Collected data
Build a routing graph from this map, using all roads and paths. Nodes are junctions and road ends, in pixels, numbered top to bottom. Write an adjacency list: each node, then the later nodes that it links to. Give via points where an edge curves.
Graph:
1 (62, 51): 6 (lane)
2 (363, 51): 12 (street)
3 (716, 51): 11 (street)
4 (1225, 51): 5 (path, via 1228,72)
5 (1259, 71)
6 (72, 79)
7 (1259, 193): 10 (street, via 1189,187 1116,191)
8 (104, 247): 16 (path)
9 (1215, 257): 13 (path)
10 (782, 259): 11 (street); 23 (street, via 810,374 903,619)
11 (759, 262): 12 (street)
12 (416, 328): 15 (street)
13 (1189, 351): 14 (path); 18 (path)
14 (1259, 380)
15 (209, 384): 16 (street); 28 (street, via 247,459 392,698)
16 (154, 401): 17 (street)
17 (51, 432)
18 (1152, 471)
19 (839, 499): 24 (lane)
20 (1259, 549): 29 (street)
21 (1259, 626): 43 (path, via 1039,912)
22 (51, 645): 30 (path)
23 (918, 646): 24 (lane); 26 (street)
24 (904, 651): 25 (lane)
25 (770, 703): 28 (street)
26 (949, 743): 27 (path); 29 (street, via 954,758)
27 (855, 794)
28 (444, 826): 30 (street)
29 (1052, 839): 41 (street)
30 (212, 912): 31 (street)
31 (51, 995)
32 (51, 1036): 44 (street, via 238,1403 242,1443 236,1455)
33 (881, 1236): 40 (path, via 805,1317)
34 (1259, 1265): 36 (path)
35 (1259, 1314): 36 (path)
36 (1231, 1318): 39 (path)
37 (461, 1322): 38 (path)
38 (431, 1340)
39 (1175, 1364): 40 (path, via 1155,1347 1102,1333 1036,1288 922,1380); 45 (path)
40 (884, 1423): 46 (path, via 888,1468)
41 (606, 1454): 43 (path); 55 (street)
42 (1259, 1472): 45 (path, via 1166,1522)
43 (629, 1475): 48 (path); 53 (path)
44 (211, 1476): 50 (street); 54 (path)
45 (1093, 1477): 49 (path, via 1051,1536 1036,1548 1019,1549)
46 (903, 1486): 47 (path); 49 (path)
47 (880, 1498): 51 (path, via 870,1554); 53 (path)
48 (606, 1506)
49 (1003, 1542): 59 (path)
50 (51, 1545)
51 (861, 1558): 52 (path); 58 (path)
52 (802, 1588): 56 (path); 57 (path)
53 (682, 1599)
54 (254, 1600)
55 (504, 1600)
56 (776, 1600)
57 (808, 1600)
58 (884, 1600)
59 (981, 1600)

--

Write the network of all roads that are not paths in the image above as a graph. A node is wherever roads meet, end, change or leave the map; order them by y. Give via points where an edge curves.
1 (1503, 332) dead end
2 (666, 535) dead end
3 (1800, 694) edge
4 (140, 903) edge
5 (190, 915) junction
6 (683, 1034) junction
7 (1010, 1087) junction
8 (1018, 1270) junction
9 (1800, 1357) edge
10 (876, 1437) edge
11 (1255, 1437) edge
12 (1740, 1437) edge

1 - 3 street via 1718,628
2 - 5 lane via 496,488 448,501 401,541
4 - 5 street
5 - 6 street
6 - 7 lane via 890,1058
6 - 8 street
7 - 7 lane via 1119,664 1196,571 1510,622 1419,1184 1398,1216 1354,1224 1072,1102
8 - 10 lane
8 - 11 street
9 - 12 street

* * *

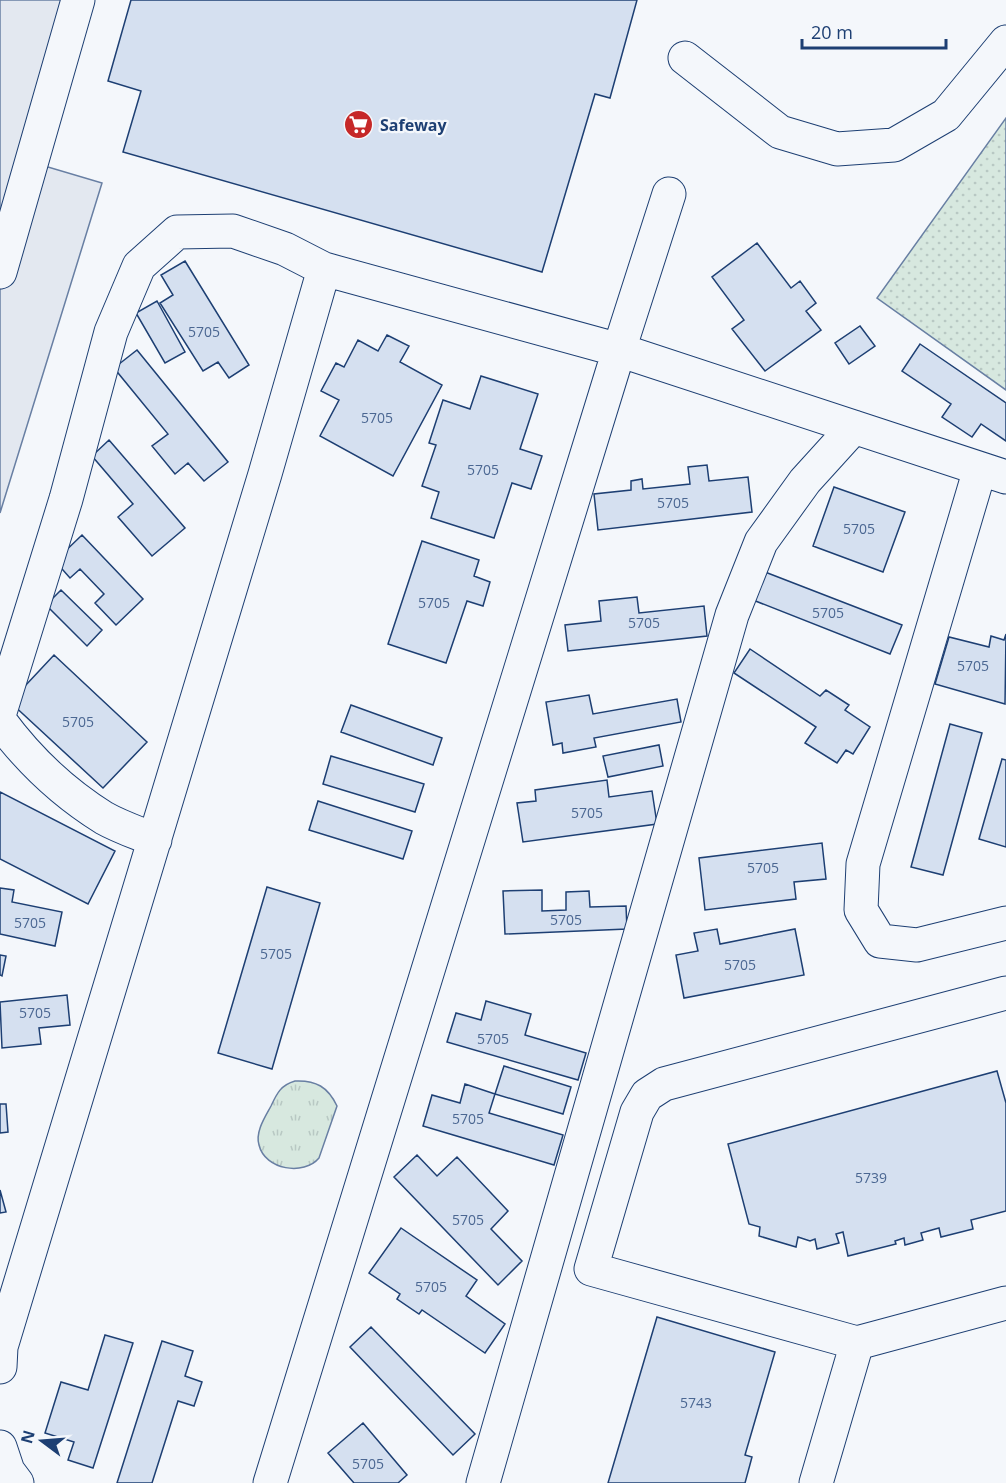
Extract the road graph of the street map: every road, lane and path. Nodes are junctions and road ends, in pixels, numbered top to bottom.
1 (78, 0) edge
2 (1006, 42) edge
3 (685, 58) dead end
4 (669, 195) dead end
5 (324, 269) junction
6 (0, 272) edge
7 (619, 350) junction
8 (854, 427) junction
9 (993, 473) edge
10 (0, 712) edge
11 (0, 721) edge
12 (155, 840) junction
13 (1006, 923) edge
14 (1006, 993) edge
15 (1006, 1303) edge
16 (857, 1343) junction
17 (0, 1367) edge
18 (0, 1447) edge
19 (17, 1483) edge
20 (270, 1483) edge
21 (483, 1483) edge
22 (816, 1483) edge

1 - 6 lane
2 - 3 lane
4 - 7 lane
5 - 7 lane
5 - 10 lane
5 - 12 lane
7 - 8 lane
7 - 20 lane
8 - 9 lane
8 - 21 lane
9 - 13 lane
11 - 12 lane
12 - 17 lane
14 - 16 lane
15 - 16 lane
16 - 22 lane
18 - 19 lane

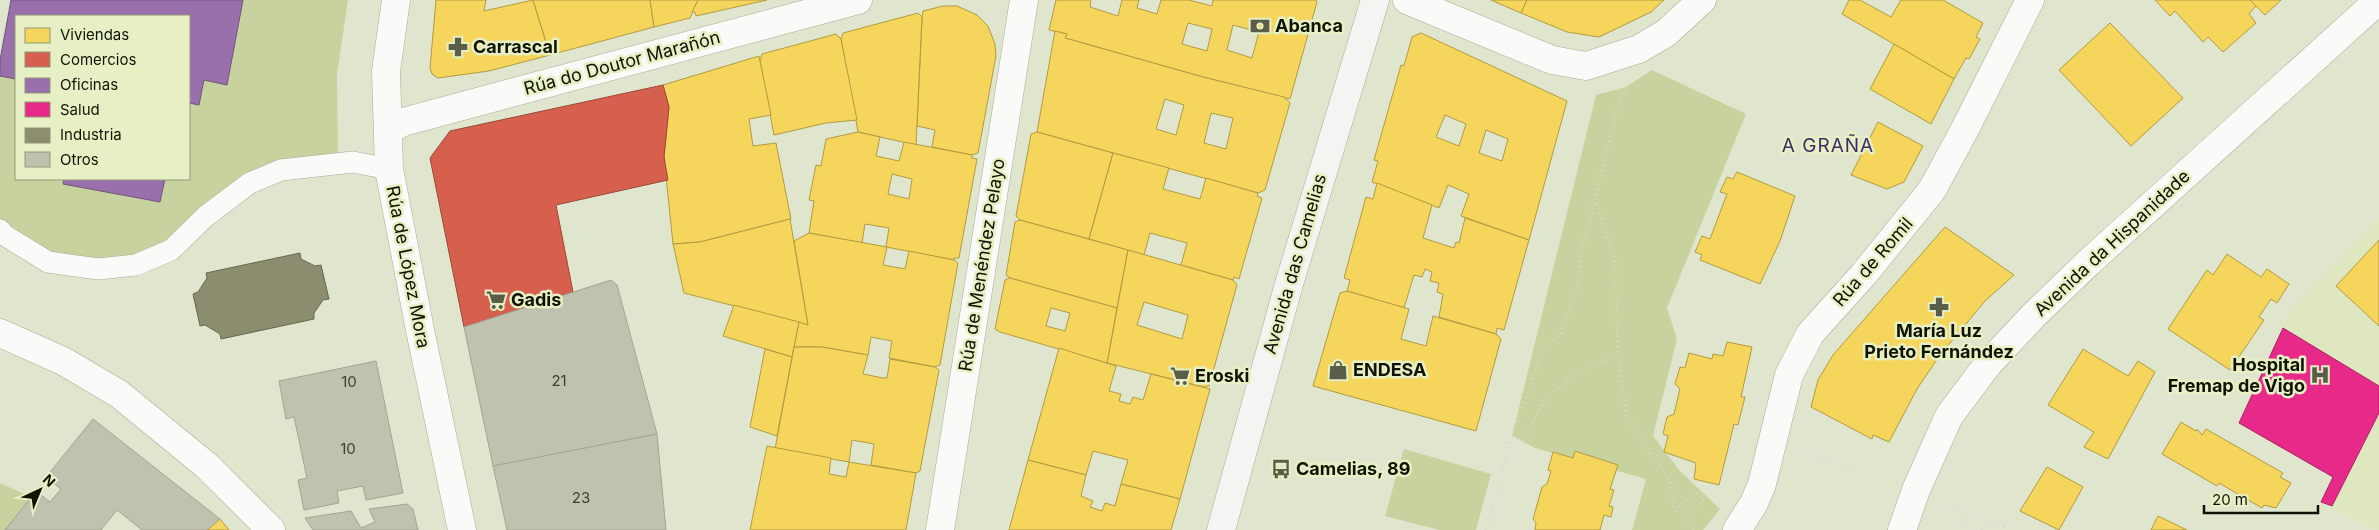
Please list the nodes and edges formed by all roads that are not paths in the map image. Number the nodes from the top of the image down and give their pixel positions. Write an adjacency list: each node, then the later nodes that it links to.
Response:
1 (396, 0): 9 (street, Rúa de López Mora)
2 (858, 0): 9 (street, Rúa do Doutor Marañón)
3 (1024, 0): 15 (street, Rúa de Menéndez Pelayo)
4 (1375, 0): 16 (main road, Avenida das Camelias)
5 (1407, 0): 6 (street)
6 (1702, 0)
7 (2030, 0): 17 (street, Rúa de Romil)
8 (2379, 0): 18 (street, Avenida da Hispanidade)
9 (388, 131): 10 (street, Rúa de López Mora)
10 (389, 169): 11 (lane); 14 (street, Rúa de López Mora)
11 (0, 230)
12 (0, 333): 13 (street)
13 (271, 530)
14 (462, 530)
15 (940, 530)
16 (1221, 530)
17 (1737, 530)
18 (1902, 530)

WHAT TO PRODUCE: Report how many lines above hold the string "adjacency", giving nothing but the number.

RESULT OF THE TASK: 2